Nit: direct assignment of struct looks okay, but maybe pointer assignment
is clearer (with g_malloc0?  Or iirc we're suggested to always use g_new0):

  node = g_new0(MemoryRegionNode, 1);
  node->mem = mem;

[...]

> +/* for KVM_SET_USER_MEMORY_REGION_LIST */
> +struct kvm_userspace_memory_region_list {
> +	__u32 nent;
> +	__u32 flags;
> +	struct kvm_userspace_memory_region entries[0];
> +};
> +
>  /*
>   * The bit 0 ~ bit 15 of kvm_memory_region::flags are visible for userspace,
>   * other bits are reserved for kvm internal use which are defined in
> @@ -1426,6 +1433,8 @@ struct kvm_vfio_spapr_tce {
>  					struct kvm_userspace_memory_region)
>  #define KVM_SET_TSS_ADDR          _IO(KVMIO,   0x47)
>  #define KVM_SET_IDENTITY_MAP_ADDR _IOW(KVMIO,  0x48, __u64)
> +#define KVM_SET_USER_MEMORY_REGION_LIST _IOW(KVMIO, 0x49, \
> +					struct kvm_userspace_memory_region_list)

I think this is probably good enough, but just to provide the other small
(but may not be important) piece of puzzle here.  I wanted to think through
to understand better but I never did..

For a quick look, please read the comment in kvm_set_phys_mem().

                /*
                 * NOTE: We should be aware of the fact that here we're only
                 * doing a best effort to sync dirty bits.  No matter whether
                 * we're using dirty log or dirty ring, we ignored two facts:
                 *
                 * (1) dirty bits can reside in hardware buffers (PML)
                 *
                 * (2) after we collected dirty bits here, pages can be dirtied
                 * again before we do the final KVM_SET_USER_MEMORY_REGION to
                 * remove the slot.
                 *
                 * Not easy.  Let's cross the fingers until it's fixed.
                 */

One example is if we have 16G mem, we enable dirty tracking and we punch a
hole of 1G at offset 1G, it'll change from this:

                     (a)
  |----------------- 16G -------------------|

To this:

     (b)    (c)              (d)
  |--1G--|XXXXXX|------------14G------------|

Here (c) will be a 1G hole.

With current code, the hole punching will del region (a) and add back
region (b) and (d).  After the new _LIST ioctl it'll be atomic and nicer.

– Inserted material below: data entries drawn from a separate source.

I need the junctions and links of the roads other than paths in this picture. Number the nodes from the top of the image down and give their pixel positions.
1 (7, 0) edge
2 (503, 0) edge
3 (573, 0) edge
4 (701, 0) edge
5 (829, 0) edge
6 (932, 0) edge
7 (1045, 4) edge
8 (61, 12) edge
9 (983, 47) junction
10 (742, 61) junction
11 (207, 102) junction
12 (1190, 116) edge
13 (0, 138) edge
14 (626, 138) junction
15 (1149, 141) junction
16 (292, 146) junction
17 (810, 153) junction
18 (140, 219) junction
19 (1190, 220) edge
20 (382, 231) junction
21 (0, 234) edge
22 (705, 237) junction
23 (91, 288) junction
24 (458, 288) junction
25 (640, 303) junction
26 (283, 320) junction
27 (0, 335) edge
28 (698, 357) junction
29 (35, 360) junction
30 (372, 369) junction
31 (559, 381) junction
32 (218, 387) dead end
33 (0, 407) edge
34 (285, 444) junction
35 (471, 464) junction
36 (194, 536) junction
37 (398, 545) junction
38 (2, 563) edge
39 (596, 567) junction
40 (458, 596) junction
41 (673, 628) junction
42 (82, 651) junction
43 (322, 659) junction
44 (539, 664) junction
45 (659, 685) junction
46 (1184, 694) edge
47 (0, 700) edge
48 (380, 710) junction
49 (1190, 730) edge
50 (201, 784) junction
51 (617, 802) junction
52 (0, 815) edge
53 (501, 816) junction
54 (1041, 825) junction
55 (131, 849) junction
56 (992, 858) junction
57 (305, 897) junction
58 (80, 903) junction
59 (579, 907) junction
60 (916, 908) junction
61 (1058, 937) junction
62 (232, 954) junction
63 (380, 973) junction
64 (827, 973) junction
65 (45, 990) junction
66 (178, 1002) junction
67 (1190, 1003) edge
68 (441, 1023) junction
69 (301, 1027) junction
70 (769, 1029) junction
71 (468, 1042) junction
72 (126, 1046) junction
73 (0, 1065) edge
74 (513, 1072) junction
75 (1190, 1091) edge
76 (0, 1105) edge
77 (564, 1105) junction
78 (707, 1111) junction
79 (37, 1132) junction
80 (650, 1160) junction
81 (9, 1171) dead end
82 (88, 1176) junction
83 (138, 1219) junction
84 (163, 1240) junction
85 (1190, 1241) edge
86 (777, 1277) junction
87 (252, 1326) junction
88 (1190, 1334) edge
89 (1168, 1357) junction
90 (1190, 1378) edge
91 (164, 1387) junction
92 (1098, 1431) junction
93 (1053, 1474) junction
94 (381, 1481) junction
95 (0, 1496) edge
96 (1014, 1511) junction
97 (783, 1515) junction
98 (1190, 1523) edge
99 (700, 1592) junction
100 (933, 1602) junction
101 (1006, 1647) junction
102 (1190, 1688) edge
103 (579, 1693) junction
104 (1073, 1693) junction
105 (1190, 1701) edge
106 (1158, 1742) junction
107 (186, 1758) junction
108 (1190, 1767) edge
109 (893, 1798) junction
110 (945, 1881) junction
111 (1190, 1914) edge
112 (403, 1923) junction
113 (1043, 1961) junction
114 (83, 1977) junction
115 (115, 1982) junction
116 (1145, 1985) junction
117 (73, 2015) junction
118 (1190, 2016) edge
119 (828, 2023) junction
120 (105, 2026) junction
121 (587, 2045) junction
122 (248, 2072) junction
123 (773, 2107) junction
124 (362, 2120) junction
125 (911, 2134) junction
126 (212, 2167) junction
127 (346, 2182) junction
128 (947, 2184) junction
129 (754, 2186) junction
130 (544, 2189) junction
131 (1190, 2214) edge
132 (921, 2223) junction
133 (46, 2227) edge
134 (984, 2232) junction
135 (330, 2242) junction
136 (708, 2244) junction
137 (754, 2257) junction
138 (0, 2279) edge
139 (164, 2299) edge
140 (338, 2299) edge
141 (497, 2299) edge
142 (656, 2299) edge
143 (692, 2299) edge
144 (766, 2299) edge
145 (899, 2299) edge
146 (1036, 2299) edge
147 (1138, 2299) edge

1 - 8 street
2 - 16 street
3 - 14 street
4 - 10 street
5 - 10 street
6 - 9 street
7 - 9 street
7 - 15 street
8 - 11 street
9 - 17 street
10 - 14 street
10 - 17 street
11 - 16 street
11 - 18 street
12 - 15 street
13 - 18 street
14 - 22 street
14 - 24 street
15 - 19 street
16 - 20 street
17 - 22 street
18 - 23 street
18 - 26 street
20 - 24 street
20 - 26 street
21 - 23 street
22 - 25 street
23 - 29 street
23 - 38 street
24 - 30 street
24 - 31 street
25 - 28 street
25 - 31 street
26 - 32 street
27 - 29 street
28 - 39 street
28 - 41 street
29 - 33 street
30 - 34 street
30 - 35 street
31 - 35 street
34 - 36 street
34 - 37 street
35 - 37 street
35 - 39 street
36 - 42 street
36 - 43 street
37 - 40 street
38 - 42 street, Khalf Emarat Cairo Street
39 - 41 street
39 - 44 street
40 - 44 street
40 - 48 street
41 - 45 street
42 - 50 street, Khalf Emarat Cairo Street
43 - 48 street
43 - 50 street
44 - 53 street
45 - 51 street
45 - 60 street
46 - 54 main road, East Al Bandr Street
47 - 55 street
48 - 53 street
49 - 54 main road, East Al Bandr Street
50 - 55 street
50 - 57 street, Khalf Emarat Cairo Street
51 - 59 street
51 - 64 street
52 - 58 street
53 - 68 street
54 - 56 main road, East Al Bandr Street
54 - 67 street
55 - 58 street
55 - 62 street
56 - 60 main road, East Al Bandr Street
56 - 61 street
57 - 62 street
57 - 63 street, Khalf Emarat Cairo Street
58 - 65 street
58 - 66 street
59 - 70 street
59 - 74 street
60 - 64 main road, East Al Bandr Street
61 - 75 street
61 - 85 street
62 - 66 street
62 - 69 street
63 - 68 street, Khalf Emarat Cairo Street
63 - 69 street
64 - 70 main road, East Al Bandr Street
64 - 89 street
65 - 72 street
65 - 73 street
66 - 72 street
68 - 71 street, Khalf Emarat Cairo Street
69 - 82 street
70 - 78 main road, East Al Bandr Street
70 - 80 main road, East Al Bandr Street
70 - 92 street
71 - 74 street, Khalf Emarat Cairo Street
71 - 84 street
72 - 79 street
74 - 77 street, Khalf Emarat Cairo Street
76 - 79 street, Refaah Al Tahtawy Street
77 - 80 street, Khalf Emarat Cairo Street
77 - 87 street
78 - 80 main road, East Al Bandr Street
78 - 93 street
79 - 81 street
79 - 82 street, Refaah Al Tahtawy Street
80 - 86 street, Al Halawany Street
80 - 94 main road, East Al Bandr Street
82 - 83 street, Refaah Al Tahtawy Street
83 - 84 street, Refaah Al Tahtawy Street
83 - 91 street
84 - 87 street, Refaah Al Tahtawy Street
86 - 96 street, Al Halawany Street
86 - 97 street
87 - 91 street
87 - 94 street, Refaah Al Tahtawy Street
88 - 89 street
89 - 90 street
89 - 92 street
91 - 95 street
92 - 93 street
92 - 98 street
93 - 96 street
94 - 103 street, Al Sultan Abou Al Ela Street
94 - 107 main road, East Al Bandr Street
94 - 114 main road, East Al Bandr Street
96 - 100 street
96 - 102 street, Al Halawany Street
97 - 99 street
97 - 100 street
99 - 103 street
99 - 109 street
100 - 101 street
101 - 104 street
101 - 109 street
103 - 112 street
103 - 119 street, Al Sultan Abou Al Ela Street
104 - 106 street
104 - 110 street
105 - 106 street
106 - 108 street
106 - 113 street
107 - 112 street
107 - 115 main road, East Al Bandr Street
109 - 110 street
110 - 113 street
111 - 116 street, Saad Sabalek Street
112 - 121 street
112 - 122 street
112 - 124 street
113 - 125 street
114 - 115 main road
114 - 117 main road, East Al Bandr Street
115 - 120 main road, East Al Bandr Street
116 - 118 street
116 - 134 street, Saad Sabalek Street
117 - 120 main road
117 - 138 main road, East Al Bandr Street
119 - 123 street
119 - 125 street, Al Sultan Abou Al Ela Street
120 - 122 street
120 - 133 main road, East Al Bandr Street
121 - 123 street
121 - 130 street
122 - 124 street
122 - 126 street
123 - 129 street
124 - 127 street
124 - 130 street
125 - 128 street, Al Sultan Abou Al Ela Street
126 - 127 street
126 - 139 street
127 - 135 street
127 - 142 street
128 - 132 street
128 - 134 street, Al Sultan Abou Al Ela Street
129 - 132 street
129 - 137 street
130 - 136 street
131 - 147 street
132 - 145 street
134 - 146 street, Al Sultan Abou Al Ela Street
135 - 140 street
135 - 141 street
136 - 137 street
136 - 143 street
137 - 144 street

Here the question is if we're with dirty tracking it means for each region
we have a dirty bitmap.  Currently we do the best effort of doing below
sequence:

  (1) fetching dirty bmap of (a)
  (2) delete region (a)
  (3) add region (b) (d)

Here (a)'s dirty bmap is mostly kept as best effort, but still we'll lose
dirty pages written between step (1) and (2) (and actually if the write
comes within (2) and (3) I think it'll crash qemu, and iiuc that's what
we're going to fix..).

So ideally the atomic op can be:

  "atomically fetch dirty bmap for removed regions, remove regions, and add
   new regions"

Rather than only:

  "atomically remove regions, and add new regions"

as what the new _LIST ioctl do.

But... maybe that's not a real problem, at least I didn't know any report
showing issue with current code yet caused by losing of dirty bits during
step (1) and (2).  Neither do I know how to trigger an issue with it.

I'm just trying to still provide this information so that you should be
aware of this problem too, at the meantime when proposing the new ioctl
change for qemu we should also keep in mind that we won't easily lose the
dirty bmap of (a) here, which I think this patch does the right thing.

Thanks!

--
Peter Xu